BucketFS

This section describes the BucketFS file system in Exasol.

What is BucketFS?

BucketFS is a synchronous file system that is available on all database nodes in an Exasol clusters. Each node in the cluster can connect to the BucketFS service and will see the same content as the other nodes.

A BucketFS service contains a number of buckets that can store a number of files. Each bucket can have different access privileges. Folders are not supported directly, but if you specify an upload path including folders, these will be created. If all files from a folder are deleted, the folder will automatically be dropped.

Each configured data disk in Exasol has a preinstalled BucketFS service with a default bucket. You can create additional BucketFS services as needed.

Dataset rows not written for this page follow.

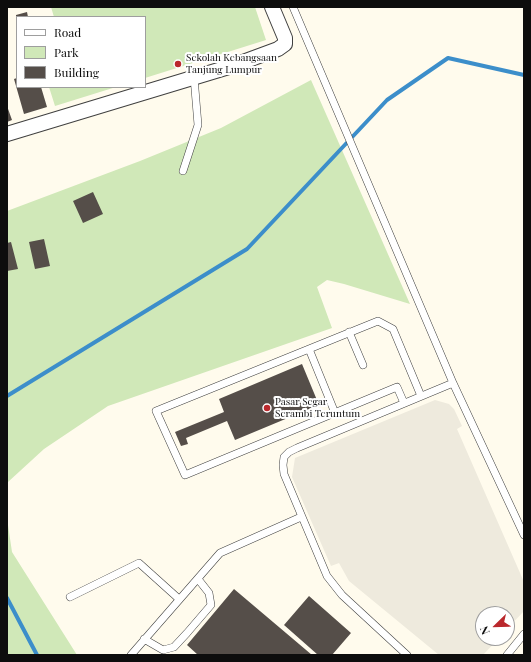 <!DOCTYPE html>
<html>
<head>
<meta charset="utf-8">
<style>
  body { margin:0 }
  #map { position:relative; width:531px; height:662px; overflow:hidden; background:#fffbed; font-family:"Playfair Display",serif }
  canvas { display:block }
  .frame { position:absolute; inset:0; border:8px solid #0d0d0d; pointer-events:none }
  .legend { position:absolute; left:16px; top:16px; width:130px; height:72px; box-sizing:border-box; background:#fff; border:1px solid #9e9e9e; margin:0; padding:5px 7px; list-style:none; font-size:12px; color:#0d0d0d }
  .legend li { display:flex; align-items:center; gap:8px; height:20px }
  .legend b { width:20px; border:1px solid #9e9e9e }
  .north { position:absolute; left:475px; top:606px; width:40px; height:40px; box-sizing:border-box; background:#fff; border:1px solid #9e9e9e; border-radius:50%; rotate:247deg; font-size:11px; font-weight:700; line-height:16px; text-align:center; color:#0d0d0d }
  .north::after { content:''; display:block; margin:auto; width:14px; height:18px; background:#ba282c; clip-path:polygon(50% 0,100% 100%,50% 72%,0 100%) }
</style>
</head>
<body>
<div id="map">
<canvas width="531" height="662"></canvas>
<div class="frame"></div>
<ul class="legend">
<li><b style="height:5px;background:#fff"></b>Road</li>
<li><b style="height:11px;background:#d0e8b8"></b>Park</li>
<li><b style="height:11px;background:#554e49"></b>Building</li>
</ul>
<div class="north">N</div>
</div>
<script>
const g = document.querySelector('canvas').getContext('2d');
g.lineJoin = 'round';
function paint(path, color) { g.fillStyle = color; g.fill(path, 'evenodd'); }
const toPath = rows => new Path2D(rows.map(r => 'M' + r).join(''));
function stroke(path, color, width, dash) { g.strokeStyle = color; g.lineWidth = width; g.lineCap = dash ? 'butt' : 'round'; g.setLineDash(dash || []); g.stroke(path); }
function drawText(font, color, halo, rows, align = 'center') {
  g.font = font + ' "Playfair Display",serif'; g.lineWidth = 4; g.setLineDash([]); g.textBaseline = 'middle'; g.strokeStyle = halo; g.fillStyle = color; for (const [text, x, y, turn = 0] of rows) {
    g.save(); g.translate(x, y); g.rotate((+turn || 0) * Math.PI / 180); g.textAlign = isNaN(turn) ? turn : align; if (halo) g.strokeText(text, 0, 0); g.fillText(text, 0, 0); g.restore();
  }
}
const green = toPath([
  [51,7,255,7,266,40,145,78,145,17,54,17],
  [311,80,410,304,344,284,327,280,317,287,332,328,108,406,44,449,8,482,8,525,12,552,77,655,7,655,7,211,140,161,221,128],
  [49,87,116,87,55,106]
]);
const plaza = toPath([
  [435,400,449,404,454,409,462,426,457,429,524,582,524,611,507,629,507,614,483,614,483,638,499,638,483,655,439,655,349,581,339,563,331,566,292,477,295,458]
]);
const stream = toPath([
  [7,396,247,249,387,100,448,58,524,75],
  [7,598,37,655]
]);
const building = toPath([
  [27,12,28,17,16,17,16,15],
  [17,78,17,87,41,87,47,107,24,114,14,79],
  [7,106,12,120,7,122],
  [93,192,103,214,83,223,73,201],
  [44,239,50,266,35,269,29,242],
  [11,242,18,269,7,271,7,243],
  [302,364,319,405,235,440,227,421,186,438,188,444,181,446,175,432,224,412,219,399],
  [234,589,312,655,198,655,187,645],
  [309,596,351,633,332,655,318,655,284,625]
]);
const service = toPath([
  [293,7,453,383,524,535],
  [183,171,198,125,194,77],
  [349,332,363,365],
  [309,349,335,413],
  [404,403,397,387,185,475,156,411,378,321,393,329,421,396],
  [70,597,139,563,179,599],
  [144,639,163,650,174,647,187,633,211,605,209,593,198,579],
  [131,655,220,553,301,517],
  [407,655,342,595,327,576,284,474,283,465,284,457,289,452,297,448,453,383],
  [507,655,524,634]
]);
const minor = toPath([
  [7,134,232,66,278,49,285,44,285,38,272,7]
]);
const markers = [
  [178,64,4,"#ba282c"],
  [267,408,4,"#ba282c"]
];
const poiNames = [
  ["Sekolah Kebangsaan",186,58],
  ["Tanjung Lumpur",186,70],
  ["Pasar Segar",275,402],
  ["Serambi Teruntum",275,414]
];
paint(green, '#d0e8b8');
paint(plaza, '#eeeadd');
stroke(stream, '#3c8eca', 4);
paint(building, '#554e49');
stroke(service, '#404040', 8);
stroke(minor, '#404040', 16);
stroke(service, '#fff', 7);
stroke(minor, '#fff', 14);
for (const [x, y, r, color] of markers) { const dot = new Path2D(); dot.arc(x, y, r, 0, 2 * Math.PI); g.fillStyle = color; g.fill(dot); stroke(dot, '#fff', 1.5); }
drawText('10px', '#0d0d0d', '#fff', poiNames, 'left');
</script>
</body>
</html>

Writing data to BucketFS is an atomic operation. There is no lock on files, so the latest write operation will overwrite the file. In contrast to the database itself, BucketFS is a pure file-based system and has no transactional semantic.

When scripts are executed in parallel on the Exasol cluster, sometimes all instances need to access the same external data. Your algorithms could for example use a statistical model, or weather data. For such requirements it is obviously possible to use an external service such as a file server. In terms of performance it may however be better to have such data available locally on the cluster nodes. The Exasol BucketFS is developed for such use cases, where data should be stored synchronously and replicated across the cluster.

For detailed steps on how to create a new BucketFS service and create new buckets, see BucketFS Setup.

For information about how to expand script languages (for example, installing additional R packages) or integrate new languages into the script framework using BucketFS, see Adding New Packages to Existing Script Languages.

Usage notes

  • The default BucketFS service has a default bucket with the Java, Python and R script languages preinstalled. For storing larger amounts of user data we recommend that you create a separate BucketFS service on a separate partition.

    For information about how to create additional BucketFS services, see Create New BucketFS Service.

  • The data in BucketFS is replicated locally on every server and automatically synchronized. For performance reasons you should therefore not store very large amounts of data in BucketFS.

  • The data in BucketFS is not part of the database backups and must be backed up manually if needed.

    For information about how to download and upload files in BucketFS, see Manage Buckets and Files in BucketFS.

  • The default BucketFS service has HTTP deactivated and HTTPS activated on port 2581 by default.

    To change the ports in the BucketFS service, use the ConfD job bucketfs_modify.